WHAT THE EXERCISE ASKS: Copy out every line holding the string "Interior" from the records below.

INFORMATION:

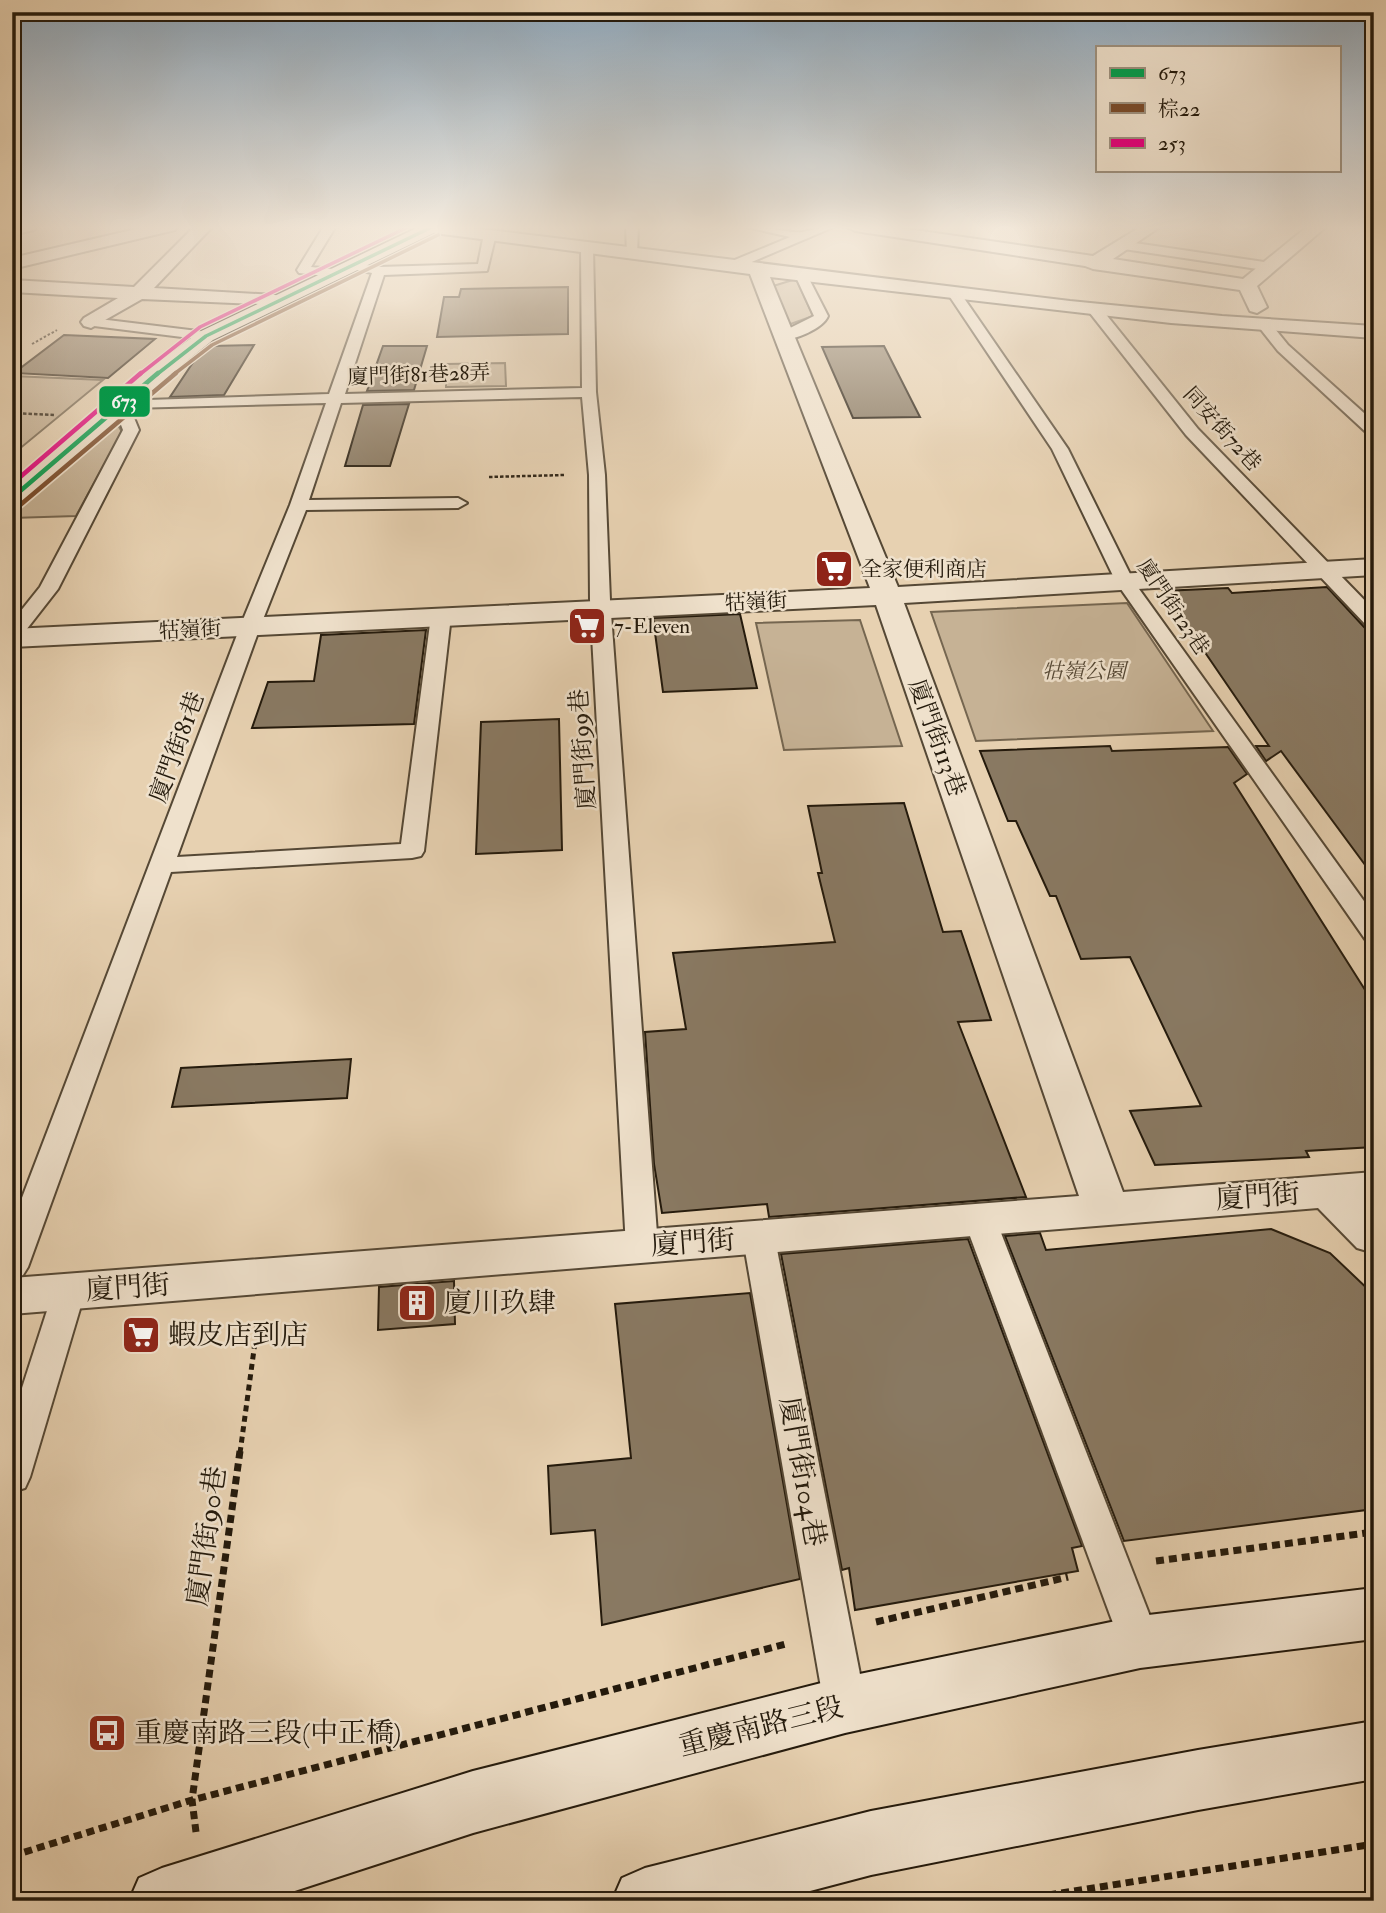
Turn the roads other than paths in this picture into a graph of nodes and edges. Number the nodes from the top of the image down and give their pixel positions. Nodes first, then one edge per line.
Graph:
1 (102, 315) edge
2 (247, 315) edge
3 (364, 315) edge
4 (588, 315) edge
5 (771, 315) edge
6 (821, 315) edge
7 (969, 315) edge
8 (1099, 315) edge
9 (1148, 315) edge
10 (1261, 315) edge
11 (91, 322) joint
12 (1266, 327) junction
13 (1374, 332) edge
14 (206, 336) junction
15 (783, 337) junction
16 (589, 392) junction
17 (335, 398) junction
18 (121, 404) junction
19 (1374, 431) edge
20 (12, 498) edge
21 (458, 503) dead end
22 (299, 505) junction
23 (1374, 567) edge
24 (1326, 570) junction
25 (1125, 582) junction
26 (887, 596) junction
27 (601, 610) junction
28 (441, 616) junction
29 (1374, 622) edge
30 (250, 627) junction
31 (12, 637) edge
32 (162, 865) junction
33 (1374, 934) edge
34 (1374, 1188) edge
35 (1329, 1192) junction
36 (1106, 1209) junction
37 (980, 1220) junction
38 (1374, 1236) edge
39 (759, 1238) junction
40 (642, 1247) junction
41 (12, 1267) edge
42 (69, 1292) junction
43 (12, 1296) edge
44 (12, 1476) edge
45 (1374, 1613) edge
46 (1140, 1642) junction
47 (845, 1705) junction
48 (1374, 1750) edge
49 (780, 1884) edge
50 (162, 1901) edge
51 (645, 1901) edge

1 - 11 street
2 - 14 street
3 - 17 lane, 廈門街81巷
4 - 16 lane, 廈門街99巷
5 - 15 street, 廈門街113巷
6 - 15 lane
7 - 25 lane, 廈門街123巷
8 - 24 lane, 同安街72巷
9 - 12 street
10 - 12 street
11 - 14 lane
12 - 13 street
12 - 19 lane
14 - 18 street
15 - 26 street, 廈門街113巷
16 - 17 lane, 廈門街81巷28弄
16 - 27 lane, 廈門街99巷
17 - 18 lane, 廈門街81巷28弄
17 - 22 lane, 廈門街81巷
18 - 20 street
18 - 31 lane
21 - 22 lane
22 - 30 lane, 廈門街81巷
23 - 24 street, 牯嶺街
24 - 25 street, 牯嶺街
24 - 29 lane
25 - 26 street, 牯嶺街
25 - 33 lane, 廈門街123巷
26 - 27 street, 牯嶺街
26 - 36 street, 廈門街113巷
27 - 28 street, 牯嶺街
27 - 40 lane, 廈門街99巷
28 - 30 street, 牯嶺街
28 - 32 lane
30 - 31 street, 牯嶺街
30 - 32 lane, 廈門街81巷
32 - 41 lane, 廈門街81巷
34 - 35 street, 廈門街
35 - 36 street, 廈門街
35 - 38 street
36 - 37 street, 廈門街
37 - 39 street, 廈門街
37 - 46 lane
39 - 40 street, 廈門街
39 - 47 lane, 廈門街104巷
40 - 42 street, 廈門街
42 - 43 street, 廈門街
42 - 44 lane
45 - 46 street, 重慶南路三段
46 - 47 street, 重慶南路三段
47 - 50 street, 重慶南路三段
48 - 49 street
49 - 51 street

* * *

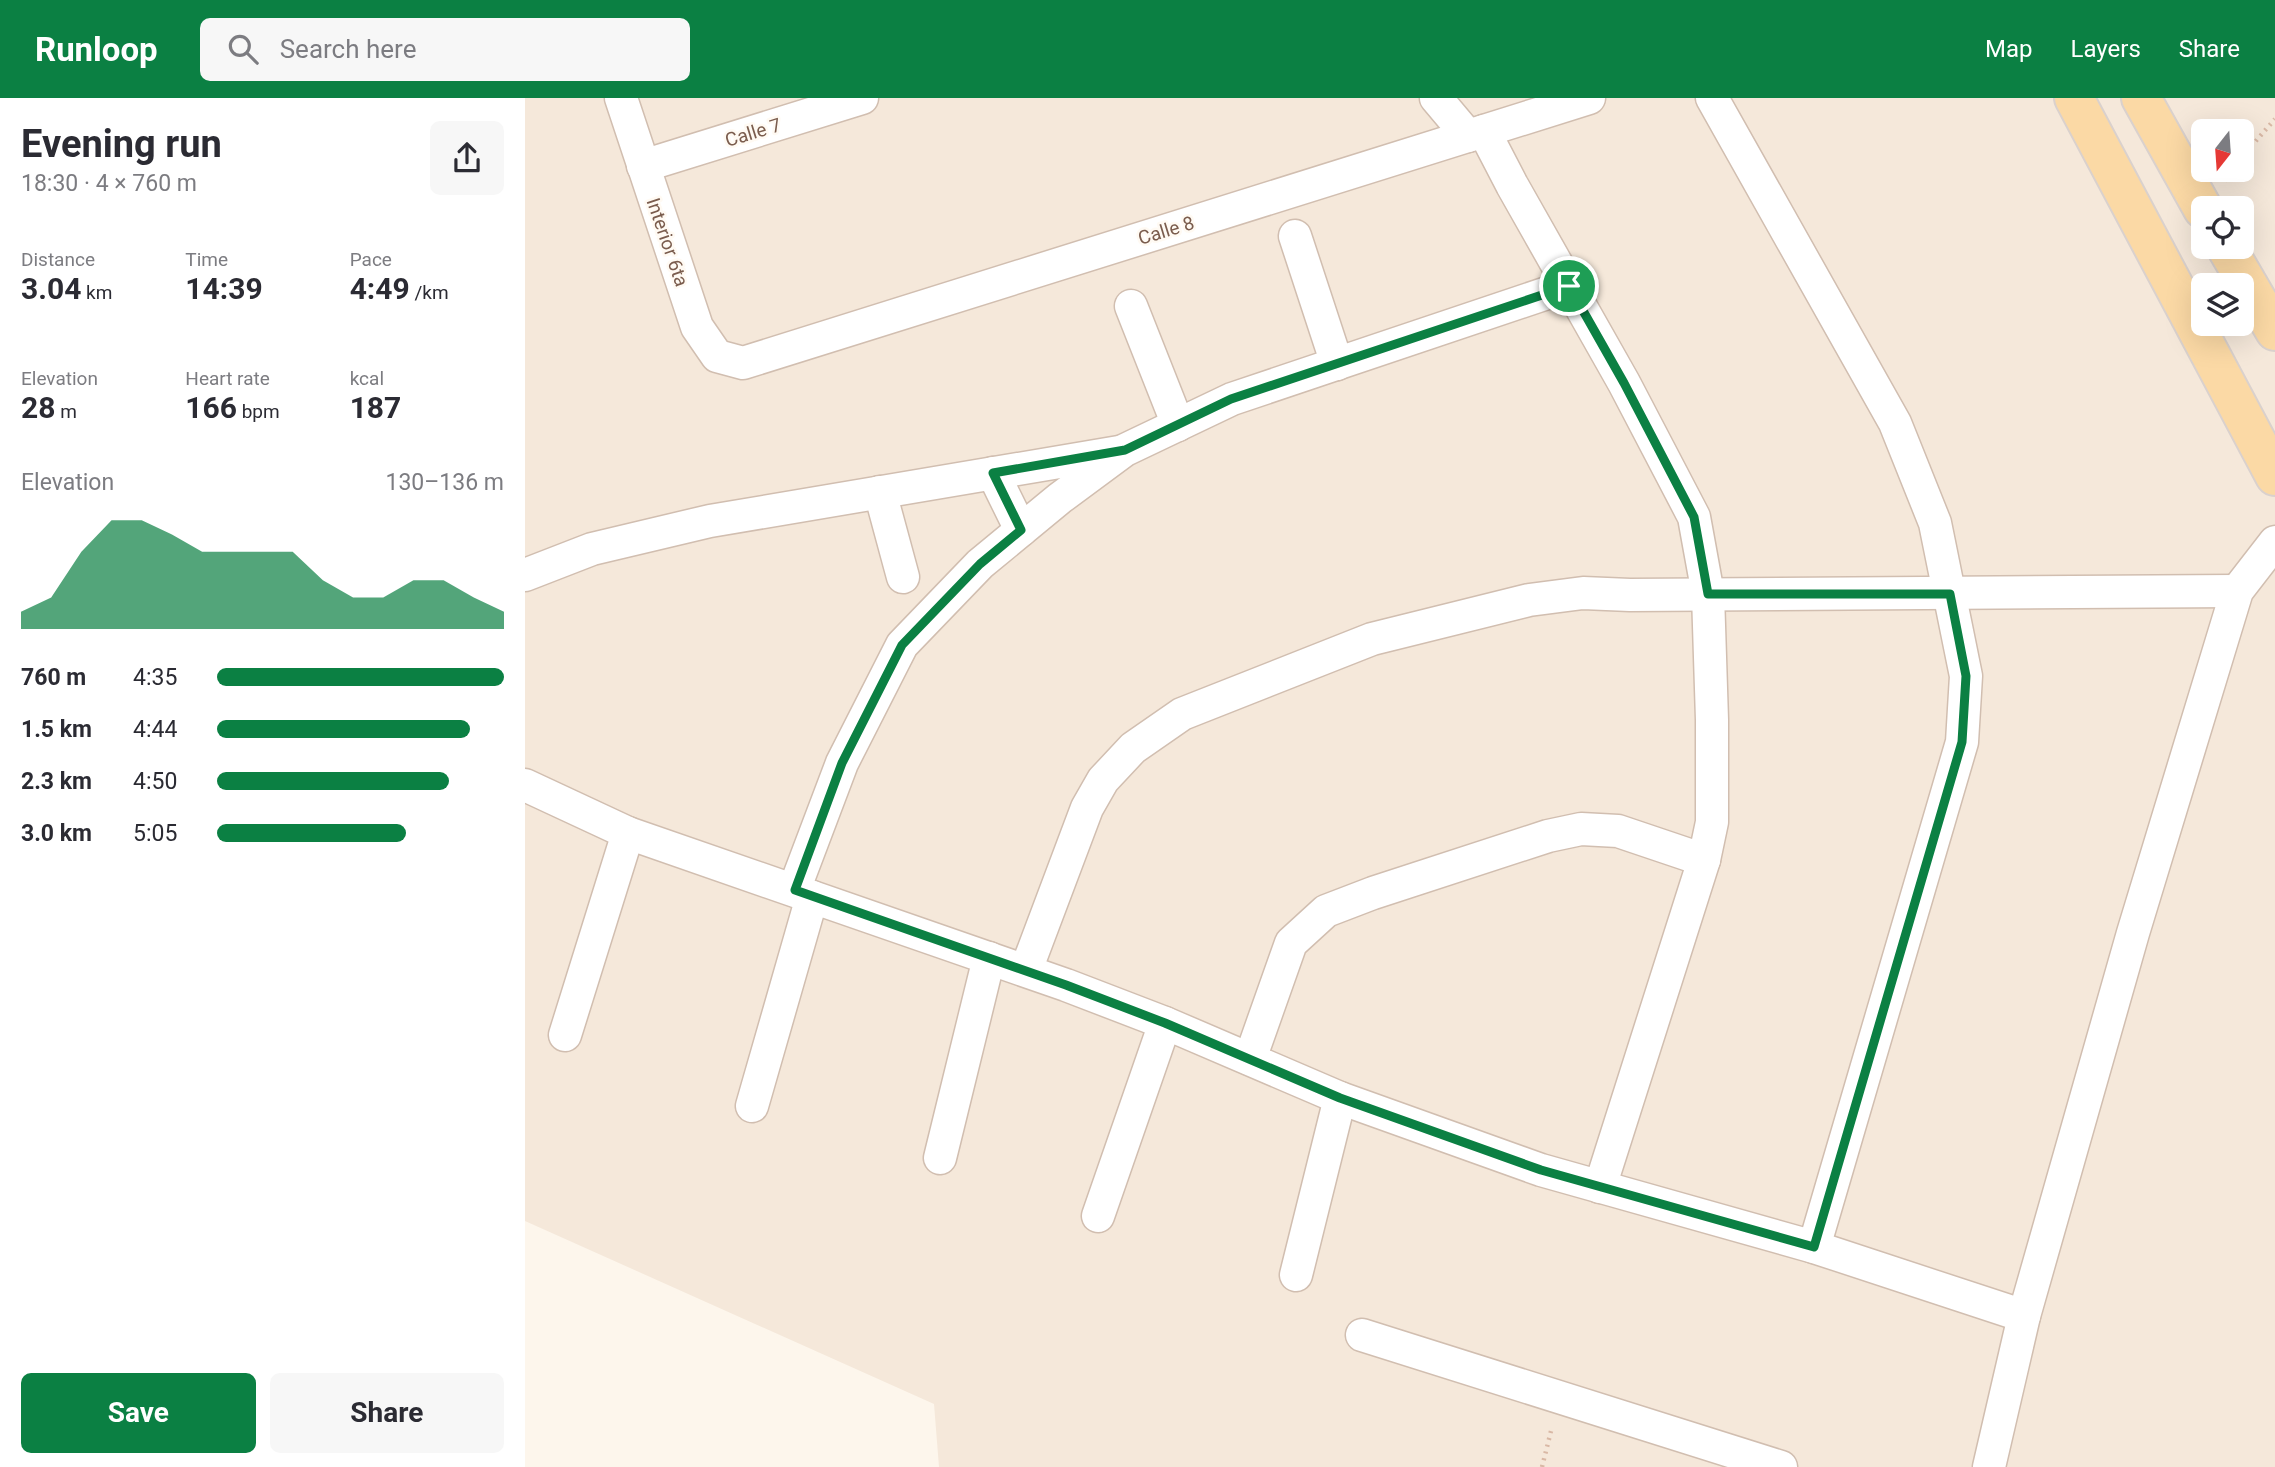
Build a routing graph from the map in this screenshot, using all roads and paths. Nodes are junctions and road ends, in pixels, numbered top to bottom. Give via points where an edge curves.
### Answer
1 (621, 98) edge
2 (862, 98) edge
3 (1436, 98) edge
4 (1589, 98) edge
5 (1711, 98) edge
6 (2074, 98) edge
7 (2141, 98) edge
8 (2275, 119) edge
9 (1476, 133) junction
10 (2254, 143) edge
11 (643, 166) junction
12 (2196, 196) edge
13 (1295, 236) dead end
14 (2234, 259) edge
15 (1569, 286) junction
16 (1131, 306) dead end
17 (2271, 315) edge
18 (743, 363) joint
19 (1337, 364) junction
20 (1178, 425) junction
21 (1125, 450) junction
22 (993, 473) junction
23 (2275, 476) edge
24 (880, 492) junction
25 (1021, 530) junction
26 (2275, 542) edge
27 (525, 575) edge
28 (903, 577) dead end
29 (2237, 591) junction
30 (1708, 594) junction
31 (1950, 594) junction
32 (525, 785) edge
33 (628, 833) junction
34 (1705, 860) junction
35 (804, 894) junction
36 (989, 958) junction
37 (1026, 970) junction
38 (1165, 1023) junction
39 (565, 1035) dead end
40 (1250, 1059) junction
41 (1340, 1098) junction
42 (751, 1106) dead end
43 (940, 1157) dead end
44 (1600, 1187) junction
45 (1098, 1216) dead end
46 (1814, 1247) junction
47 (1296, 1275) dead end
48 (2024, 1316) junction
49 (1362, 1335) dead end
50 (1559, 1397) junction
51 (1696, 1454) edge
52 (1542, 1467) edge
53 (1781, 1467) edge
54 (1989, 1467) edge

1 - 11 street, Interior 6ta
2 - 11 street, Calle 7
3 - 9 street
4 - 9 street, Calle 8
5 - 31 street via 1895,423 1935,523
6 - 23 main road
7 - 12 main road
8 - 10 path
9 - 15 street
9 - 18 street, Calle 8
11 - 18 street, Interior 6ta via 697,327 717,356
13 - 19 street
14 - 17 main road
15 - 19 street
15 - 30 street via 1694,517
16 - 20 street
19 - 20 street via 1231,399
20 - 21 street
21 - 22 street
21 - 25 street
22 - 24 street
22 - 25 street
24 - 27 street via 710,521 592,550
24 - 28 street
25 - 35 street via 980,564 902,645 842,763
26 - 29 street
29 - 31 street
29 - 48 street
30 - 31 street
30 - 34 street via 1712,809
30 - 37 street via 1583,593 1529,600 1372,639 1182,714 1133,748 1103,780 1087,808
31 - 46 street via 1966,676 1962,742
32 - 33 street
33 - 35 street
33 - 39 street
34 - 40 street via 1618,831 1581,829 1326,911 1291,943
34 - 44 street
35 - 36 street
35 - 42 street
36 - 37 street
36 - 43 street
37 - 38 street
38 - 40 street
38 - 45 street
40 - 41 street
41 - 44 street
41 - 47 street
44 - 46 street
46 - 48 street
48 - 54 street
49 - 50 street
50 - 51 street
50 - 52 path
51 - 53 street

...

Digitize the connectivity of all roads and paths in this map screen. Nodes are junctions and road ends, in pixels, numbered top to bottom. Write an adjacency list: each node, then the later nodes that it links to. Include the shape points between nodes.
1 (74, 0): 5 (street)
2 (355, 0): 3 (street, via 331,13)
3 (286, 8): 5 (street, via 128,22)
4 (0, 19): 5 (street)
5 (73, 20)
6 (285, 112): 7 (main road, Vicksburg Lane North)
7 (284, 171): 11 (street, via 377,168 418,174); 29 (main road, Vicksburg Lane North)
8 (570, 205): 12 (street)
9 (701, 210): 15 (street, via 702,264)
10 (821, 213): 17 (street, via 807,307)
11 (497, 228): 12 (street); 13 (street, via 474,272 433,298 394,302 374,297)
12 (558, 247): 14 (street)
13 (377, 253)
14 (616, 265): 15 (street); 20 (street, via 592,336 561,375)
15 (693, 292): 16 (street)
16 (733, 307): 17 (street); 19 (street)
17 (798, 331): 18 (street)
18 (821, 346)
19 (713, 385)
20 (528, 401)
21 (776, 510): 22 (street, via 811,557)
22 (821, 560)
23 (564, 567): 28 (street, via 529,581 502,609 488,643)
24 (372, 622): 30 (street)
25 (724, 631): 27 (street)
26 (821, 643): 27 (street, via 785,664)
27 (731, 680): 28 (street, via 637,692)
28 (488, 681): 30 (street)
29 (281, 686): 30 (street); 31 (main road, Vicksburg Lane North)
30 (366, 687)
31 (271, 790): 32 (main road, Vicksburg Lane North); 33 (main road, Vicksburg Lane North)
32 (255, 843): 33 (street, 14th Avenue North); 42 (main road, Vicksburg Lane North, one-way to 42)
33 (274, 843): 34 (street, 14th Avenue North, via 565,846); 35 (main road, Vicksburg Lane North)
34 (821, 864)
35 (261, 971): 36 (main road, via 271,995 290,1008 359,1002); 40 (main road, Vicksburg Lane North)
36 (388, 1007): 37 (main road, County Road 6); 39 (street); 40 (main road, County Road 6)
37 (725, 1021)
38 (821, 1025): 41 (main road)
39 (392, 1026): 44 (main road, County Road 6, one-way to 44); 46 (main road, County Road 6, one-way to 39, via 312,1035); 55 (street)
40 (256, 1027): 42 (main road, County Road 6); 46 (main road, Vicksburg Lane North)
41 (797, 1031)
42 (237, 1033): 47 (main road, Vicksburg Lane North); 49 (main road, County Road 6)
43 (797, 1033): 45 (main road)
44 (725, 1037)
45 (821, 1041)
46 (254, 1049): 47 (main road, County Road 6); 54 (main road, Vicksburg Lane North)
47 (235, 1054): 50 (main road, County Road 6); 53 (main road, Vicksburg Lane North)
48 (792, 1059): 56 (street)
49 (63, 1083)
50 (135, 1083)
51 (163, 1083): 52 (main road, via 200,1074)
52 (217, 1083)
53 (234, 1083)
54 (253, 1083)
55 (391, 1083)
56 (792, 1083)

ANSWER TO THIS EXERCISE:
1 - 11 street, Interior 6ta
11 - 18 street, Interior 6ta via 697,327 717,356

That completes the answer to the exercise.